Multi-housing communities can only manage appropriately with a well-run maintenance department. Maintenance is and always will be the backbone of a happy apartment community. Don’t get me wrong here Management and Leasing have their hands full also. Without a well-organized maintenance team, your property will have work order log a mile long, low curb appeal, unhappy residents a low occupancy, and probably an unnecessary rise in concessions. The maintenance team is responsible just about for everything on your property from the curb appeal, the work orders, preventive maintenance, the swimming pool cleanliness and common area upkeep. In most cases, the maintenance team is responsible for everything on the property except for leasing, rent and taking prospects on tour (some of us have done that too when the office is shorthanded). I don’t want to sell the office staff short they do have their hands full too, some days it is a madhouse between prospects, follow-ups, weekly and month end reports along with all the other traffic through the office they stay busy.
Most properties do have a landscaping team contracted to come out weekly or as needed during the prime growing season or you may have a dedicated grounds crew. If your community is large and you have a grounds crew you know that they stay busy keeping the property looking good and you stay busy inspecting and planning your seasonal plantings. When you don’t have a grounds crew, and your property needs to be attended to regularly it is best to set areas for your team to walk inside and out. Rotate your list weekly so fresh eyes are on everything often. Remember curb appeal is the first thing that is seen by everyone who drives near your property so make it a top priority of the day.

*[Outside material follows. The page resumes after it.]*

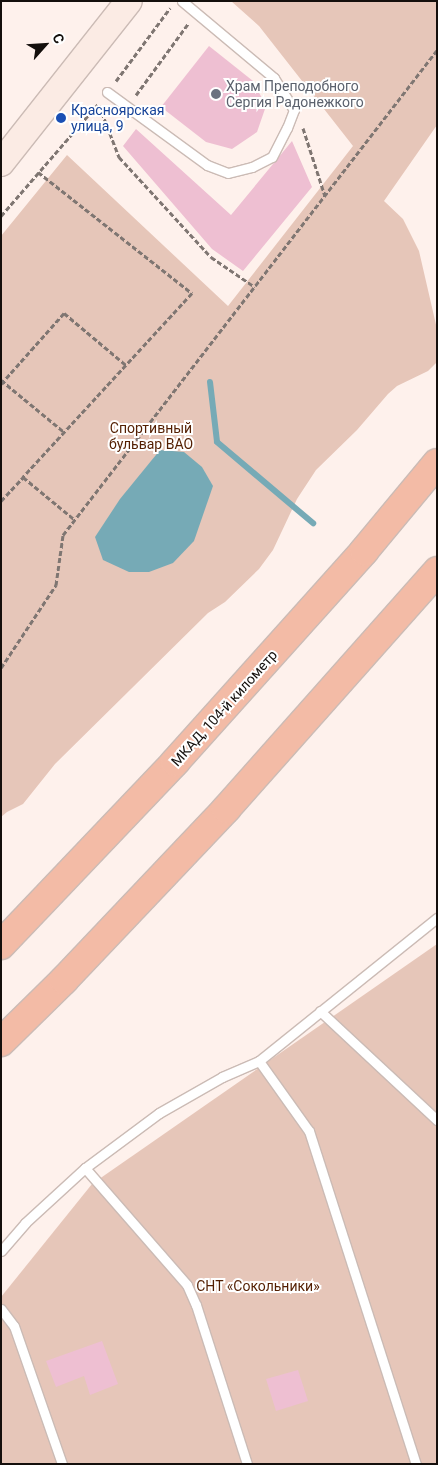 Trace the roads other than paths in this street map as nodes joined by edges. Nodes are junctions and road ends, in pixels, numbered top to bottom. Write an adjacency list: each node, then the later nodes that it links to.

Preventive Maintenance “PM’s”
You should have PM schedule planned for the whole year; your program should consist of an interior and exterior list. I am not going to get too far into PM’s at this time; this will be an entirely separate subject soon.
Daily maintenance on most properties is a mix of work orders, building maintenance, and preventive maintenance. Let’s not forget about the incessant emergency’s, and the “I need this done right now” by the office. There are a million things that can be called everyday maintenance, and I have never worked at a property that something did not need to be done.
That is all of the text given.